Flynn was drawn to the film by chance. A friend brought him along to be an extra in a piece Berry was filming on a street in Tallaght. Flynn recalls, “Frank approached me later that day and said, ‘Would you like to audition?’ ‘Yeah, yeah alright!’ I never ever initially pictured myself as an actor.” At thirteen he started work on I Used to Live Here. Now at 18 and in his Leaving Cert year, acting has moved from being just a side project to something he wants to focus on professionally.

It was the screening of Michael Inside at the Galway Film Fleadh that made him say, “yeah, that’s it. I’m doing it.” From the beginning, it was Berry’s intention to have Flynn play Michael. “Because it was a lead role we did some workshops and then I took the video of those workshops to my producers and the Irish Film Board and said this guy is great, you know. And thankfully everyone agreed.”

In order to portray life in the prison system realistically, the making of Michael Inside required extensive research. The first step was to contact the Irish Prison Service with the idea of a film about the Michael character. During these discussions with people in the prison system over eighteen months, listening to their stories and learning about their experiences, Michael’s story took form. “It all started by saying this is my idea, let’s talk about it. And they all said about the film, it’s very real and they’re very proud. We’ve made a film that might start a conversation.”

The ‘invisible decisions’ that Michael makes – not really even making decisions at all – lead him into the prison cycle. This really resonated with the people Berry had spoken with. “A lot of the former prisoners felt there were moments like that in their own stories.” For added realism, many extras used in the film were found through the Pathways Centre, and had been in prison themselves.

Research was less formal for Flynn.

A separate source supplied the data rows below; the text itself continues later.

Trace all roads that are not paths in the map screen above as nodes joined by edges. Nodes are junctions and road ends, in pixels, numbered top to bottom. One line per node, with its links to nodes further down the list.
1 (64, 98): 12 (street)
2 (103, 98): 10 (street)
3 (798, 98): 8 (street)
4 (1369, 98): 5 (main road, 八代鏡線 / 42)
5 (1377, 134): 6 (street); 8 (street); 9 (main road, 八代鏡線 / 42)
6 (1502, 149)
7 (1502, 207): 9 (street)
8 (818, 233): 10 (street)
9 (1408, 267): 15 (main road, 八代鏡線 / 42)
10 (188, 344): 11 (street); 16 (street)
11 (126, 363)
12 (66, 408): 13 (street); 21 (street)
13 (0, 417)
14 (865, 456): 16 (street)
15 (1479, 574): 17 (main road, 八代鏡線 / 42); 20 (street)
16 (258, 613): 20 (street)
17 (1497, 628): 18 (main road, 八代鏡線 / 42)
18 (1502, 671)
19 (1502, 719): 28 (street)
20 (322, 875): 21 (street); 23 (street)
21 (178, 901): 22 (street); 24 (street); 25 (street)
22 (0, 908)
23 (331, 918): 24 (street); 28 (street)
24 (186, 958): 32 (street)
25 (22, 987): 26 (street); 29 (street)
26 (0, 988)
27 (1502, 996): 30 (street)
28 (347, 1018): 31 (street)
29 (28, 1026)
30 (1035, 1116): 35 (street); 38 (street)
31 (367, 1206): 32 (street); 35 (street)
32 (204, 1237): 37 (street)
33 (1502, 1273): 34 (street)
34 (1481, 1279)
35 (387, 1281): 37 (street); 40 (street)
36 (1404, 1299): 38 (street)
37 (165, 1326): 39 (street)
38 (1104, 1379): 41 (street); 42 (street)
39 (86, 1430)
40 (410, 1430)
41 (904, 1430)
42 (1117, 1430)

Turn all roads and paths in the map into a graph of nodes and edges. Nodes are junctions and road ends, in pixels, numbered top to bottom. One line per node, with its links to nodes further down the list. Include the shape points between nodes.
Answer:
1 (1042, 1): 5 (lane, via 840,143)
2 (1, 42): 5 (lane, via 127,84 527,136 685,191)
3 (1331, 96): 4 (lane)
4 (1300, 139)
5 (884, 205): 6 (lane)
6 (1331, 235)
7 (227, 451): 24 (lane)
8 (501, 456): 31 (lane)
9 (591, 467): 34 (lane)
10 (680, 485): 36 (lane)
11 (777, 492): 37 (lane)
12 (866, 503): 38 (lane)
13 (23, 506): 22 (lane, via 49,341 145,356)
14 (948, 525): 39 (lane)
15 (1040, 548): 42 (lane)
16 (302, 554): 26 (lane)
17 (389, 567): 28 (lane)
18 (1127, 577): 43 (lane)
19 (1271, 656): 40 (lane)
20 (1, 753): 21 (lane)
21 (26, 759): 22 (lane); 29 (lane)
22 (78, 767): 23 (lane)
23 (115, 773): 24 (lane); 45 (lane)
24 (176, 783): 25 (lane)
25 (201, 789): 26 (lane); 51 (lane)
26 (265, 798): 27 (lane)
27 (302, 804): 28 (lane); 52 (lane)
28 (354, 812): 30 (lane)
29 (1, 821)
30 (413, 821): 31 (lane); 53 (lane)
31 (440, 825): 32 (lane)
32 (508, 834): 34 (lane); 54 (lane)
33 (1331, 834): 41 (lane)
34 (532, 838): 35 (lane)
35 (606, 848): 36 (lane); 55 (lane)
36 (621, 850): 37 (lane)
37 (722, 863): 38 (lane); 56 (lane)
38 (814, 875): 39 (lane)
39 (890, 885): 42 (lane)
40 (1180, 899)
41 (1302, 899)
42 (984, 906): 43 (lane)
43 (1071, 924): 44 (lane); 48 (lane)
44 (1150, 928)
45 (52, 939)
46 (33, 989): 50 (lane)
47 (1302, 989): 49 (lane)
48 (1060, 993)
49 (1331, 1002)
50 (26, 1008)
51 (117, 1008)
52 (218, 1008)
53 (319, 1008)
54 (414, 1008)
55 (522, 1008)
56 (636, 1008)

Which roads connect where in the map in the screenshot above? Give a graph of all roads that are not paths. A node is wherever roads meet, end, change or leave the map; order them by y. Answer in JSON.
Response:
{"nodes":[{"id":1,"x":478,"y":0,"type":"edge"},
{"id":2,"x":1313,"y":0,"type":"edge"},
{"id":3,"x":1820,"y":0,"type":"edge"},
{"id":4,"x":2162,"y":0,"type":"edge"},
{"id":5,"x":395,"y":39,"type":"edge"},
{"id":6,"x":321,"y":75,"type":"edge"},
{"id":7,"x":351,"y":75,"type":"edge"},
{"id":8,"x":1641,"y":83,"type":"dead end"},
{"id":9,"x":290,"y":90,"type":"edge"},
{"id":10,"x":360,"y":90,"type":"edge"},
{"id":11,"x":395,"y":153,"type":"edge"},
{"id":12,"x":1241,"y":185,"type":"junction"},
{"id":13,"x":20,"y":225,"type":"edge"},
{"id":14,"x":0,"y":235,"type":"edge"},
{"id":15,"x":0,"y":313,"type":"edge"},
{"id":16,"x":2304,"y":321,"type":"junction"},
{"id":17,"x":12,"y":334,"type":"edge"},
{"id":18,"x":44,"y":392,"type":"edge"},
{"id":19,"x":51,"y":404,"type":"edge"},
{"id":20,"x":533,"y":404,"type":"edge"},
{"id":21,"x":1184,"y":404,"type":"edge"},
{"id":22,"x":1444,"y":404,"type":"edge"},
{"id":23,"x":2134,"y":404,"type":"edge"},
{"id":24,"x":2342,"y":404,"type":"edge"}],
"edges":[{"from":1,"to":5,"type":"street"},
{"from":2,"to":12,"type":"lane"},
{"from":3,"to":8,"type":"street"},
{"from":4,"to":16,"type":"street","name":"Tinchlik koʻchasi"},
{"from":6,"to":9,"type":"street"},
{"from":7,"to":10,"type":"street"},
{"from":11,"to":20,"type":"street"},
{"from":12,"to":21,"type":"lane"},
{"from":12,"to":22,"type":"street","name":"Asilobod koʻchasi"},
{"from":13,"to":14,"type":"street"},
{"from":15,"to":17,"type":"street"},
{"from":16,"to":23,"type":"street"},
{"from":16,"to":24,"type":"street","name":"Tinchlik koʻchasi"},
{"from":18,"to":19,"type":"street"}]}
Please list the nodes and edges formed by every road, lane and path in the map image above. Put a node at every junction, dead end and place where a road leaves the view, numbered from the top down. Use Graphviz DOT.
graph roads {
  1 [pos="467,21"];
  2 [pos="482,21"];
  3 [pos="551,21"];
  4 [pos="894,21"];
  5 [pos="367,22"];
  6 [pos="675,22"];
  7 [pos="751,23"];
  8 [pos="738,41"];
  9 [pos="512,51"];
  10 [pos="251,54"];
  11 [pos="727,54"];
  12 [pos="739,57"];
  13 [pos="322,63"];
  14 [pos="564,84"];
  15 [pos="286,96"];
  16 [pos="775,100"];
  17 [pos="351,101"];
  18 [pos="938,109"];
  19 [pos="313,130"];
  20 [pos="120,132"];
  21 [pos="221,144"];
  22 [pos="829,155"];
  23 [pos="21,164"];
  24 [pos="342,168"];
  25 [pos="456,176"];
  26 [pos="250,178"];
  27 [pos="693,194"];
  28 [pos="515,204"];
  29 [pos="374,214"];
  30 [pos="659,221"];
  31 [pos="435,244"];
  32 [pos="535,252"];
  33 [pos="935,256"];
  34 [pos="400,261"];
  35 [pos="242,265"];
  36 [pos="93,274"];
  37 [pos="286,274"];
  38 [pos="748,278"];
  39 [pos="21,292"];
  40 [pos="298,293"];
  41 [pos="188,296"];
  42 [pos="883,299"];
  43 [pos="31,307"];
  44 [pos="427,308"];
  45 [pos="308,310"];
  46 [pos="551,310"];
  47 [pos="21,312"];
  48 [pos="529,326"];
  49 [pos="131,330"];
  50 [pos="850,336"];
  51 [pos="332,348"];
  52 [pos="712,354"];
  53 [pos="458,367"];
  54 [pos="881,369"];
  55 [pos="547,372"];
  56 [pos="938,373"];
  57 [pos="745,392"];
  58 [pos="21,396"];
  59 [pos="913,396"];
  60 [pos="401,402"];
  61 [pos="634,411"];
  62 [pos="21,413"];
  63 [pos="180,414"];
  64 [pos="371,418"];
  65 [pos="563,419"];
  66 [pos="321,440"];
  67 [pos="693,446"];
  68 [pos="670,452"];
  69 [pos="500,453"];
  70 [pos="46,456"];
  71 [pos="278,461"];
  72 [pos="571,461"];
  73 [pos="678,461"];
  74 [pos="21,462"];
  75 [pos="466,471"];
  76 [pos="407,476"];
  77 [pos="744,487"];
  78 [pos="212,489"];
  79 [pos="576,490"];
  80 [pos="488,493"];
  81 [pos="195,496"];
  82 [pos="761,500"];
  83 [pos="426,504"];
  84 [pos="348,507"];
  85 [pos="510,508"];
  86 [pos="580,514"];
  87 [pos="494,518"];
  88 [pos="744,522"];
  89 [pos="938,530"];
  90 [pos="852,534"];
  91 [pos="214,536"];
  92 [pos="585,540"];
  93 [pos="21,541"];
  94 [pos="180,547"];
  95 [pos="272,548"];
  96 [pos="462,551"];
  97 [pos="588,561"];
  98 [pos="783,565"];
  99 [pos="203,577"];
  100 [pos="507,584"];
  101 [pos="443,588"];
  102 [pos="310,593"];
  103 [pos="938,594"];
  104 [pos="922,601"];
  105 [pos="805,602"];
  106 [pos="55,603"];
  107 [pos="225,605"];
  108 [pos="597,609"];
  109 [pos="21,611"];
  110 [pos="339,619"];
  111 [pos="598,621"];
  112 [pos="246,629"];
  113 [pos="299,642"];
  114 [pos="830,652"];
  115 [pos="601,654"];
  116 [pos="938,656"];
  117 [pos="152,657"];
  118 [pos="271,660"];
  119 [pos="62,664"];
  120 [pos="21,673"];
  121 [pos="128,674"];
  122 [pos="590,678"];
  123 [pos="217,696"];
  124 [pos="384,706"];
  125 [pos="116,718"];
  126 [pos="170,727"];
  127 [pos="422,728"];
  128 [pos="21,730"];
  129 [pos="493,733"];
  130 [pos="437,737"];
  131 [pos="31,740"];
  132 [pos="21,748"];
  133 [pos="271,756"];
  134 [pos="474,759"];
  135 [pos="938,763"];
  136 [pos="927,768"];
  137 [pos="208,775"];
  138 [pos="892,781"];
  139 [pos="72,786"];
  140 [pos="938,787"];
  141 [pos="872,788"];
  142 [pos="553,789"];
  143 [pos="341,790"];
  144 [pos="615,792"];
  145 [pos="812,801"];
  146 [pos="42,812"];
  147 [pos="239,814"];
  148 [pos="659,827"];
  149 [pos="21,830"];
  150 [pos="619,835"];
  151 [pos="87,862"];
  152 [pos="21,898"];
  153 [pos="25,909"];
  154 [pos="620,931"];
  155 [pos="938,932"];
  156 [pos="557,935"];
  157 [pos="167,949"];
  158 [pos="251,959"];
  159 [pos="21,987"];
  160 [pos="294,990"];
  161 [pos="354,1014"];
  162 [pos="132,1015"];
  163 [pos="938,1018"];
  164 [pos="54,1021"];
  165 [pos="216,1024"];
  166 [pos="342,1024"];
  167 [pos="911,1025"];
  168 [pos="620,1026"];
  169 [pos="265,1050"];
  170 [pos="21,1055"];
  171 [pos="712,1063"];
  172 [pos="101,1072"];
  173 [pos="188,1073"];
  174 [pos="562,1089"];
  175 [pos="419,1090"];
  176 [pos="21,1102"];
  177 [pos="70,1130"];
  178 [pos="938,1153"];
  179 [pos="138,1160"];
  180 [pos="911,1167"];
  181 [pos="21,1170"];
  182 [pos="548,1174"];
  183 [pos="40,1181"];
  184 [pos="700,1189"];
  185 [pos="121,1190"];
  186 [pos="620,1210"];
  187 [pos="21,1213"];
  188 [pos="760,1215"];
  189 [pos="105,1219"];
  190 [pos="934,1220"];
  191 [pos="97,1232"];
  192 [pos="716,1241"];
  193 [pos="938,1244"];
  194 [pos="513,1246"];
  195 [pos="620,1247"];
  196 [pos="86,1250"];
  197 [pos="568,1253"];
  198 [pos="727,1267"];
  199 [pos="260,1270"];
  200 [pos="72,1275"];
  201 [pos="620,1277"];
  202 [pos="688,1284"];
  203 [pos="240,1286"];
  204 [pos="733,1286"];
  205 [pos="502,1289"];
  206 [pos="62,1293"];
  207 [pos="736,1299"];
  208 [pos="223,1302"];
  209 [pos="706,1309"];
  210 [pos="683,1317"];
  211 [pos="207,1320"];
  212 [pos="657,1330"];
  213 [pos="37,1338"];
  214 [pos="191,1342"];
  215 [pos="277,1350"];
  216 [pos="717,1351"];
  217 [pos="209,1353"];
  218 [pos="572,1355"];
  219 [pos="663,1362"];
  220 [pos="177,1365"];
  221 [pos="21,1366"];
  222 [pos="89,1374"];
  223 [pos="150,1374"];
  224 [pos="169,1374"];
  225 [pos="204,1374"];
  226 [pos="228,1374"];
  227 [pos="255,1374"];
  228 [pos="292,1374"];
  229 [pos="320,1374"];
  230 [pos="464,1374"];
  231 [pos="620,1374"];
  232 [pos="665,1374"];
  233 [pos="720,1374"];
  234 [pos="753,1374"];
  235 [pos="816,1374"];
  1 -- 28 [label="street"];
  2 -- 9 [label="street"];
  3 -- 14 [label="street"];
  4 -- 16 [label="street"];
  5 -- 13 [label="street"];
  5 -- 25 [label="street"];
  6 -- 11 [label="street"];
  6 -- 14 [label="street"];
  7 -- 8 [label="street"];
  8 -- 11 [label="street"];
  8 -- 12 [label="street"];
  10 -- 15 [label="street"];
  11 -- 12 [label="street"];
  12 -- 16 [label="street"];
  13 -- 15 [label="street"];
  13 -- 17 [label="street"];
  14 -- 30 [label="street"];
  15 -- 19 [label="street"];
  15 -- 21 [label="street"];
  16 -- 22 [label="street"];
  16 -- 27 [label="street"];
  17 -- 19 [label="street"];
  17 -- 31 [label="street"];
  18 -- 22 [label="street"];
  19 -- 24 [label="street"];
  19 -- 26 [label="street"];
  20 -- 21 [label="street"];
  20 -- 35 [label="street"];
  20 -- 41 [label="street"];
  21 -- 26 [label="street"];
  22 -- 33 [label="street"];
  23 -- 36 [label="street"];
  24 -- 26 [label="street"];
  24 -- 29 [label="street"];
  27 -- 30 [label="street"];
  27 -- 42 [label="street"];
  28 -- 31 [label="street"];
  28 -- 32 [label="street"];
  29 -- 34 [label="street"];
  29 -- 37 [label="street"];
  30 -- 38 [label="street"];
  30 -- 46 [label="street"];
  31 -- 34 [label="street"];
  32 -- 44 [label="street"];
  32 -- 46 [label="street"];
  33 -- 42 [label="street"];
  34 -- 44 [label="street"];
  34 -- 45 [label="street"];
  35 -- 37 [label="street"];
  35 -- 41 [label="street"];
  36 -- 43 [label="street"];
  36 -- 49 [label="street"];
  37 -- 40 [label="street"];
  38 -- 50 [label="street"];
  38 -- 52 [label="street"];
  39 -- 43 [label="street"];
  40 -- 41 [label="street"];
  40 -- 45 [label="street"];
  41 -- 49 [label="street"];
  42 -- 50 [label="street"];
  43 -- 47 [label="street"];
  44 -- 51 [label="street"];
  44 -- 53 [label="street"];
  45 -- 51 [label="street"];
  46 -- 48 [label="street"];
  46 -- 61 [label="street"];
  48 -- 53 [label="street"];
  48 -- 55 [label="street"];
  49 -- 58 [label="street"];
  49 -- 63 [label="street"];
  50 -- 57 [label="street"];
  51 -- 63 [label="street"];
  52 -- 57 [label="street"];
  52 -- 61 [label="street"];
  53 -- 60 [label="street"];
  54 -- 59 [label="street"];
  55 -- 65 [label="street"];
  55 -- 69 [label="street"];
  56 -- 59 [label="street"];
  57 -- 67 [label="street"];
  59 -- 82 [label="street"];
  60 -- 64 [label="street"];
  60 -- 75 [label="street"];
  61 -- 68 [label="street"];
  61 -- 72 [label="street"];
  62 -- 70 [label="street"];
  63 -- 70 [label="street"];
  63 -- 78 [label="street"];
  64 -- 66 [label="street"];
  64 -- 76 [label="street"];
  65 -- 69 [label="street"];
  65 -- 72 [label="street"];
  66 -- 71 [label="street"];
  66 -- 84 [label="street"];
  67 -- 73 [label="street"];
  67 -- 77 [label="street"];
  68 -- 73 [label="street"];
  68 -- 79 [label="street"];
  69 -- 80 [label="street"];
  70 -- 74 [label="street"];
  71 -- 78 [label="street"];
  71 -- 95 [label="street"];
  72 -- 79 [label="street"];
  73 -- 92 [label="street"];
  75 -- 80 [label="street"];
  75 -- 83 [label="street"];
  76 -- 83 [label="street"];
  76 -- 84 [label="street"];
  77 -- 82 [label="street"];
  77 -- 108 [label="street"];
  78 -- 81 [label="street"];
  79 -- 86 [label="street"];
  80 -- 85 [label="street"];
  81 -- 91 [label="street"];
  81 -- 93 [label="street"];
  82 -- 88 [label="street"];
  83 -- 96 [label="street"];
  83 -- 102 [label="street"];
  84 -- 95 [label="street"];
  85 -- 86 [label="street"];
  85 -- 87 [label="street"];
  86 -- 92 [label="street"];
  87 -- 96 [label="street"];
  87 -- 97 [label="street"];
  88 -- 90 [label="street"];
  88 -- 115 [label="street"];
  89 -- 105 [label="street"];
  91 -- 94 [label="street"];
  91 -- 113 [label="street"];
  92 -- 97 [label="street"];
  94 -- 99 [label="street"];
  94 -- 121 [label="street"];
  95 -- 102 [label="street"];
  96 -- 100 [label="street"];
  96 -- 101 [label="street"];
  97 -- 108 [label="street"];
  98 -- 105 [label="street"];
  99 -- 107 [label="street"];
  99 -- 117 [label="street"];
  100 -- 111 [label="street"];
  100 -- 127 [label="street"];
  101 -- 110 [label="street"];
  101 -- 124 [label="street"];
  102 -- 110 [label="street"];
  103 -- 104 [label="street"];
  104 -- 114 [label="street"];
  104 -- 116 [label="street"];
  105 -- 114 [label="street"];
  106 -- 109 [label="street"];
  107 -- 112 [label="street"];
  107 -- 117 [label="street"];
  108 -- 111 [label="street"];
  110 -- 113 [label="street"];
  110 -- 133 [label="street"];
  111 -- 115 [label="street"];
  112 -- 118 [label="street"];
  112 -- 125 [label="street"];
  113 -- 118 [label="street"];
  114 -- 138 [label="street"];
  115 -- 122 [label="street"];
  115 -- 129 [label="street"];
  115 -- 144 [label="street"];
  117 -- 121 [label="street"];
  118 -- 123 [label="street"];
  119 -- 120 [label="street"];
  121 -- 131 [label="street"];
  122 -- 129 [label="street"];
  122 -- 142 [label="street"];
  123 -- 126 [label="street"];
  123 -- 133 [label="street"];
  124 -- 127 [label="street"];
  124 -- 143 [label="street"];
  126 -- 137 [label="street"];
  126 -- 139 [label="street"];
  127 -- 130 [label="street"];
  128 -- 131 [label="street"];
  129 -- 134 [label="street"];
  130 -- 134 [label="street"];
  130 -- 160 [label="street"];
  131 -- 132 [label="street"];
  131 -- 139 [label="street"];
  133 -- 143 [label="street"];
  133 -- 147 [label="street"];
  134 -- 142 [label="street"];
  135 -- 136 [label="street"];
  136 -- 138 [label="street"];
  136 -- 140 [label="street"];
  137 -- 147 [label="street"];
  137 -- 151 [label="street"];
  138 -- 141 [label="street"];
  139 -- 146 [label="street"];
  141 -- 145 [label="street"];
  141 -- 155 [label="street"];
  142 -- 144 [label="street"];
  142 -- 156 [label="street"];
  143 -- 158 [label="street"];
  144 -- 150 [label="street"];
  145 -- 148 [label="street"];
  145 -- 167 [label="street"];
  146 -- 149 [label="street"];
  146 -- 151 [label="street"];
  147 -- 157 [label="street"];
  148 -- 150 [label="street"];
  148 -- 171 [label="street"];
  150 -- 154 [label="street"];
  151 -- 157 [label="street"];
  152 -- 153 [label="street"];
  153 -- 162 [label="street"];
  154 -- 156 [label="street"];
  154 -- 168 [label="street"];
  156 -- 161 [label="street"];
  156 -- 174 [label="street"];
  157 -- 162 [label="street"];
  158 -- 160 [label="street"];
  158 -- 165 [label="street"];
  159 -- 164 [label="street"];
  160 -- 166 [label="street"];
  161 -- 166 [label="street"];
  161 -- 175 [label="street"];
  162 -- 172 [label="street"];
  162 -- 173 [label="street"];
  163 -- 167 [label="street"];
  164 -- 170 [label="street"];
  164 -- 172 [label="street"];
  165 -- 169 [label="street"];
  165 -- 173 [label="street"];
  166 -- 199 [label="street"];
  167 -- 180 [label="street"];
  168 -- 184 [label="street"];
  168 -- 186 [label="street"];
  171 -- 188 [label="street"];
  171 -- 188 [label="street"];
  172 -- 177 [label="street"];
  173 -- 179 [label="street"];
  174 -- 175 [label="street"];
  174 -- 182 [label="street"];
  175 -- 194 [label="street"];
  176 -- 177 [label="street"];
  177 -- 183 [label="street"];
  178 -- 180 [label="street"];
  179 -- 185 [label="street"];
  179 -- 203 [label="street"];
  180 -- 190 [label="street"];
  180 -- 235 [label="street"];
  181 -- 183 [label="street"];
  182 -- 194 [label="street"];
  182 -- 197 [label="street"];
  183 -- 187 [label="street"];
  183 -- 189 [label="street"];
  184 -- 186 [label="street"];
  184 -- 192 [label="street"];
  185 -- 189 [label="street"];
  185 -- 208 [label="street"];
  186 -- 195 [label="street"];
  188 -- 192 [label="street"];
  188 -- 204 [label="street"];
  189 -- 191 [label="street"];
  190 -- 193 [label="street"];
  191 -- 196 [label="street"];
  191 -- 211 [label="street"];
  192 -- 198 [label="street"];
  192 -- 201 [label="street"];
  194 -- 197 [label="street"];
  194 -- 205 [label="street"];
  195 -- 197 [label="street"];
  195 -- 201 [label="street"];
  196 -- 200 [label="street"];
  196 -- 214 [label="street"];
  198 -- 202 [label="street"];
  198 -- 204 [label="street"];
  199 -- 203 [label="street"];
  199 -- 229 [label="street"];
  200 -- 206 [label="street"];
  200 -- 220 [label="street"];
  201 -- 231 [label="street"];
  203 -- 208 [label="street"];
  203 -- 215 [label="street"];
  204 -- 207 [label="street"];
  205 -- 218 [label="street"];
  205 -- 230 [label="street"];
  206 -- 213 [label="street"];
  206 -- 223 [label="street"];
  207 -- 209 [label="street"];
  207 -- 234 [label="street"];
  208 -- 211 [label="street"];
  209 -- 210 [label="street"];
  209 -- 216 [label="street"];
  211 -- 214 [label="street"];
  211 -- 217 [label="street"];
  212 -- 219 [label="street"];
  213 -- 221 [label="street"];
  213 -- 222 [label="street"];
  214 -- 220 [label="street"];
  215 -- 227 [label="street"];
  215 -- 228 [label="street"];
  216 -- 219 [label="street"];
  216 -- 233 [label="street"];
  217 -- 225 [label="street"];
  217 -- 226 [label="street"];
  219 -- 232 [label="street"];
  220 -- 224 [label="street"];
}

The world of Michael wasn’t closed off to him. He wasn’t in it directly, but he knew of it and saw a lot of what happens in the film first hand, growing up in Killinarden. His experience has given him strong opinions of the justice system. He has “never seen eye to eye with guards… every time I see a uniform, they’re the last person I’d want to go to. There are flaws in the system, not accidental in my opinion either.”

Michael Inside is released by Wildcard Distribution on April 6.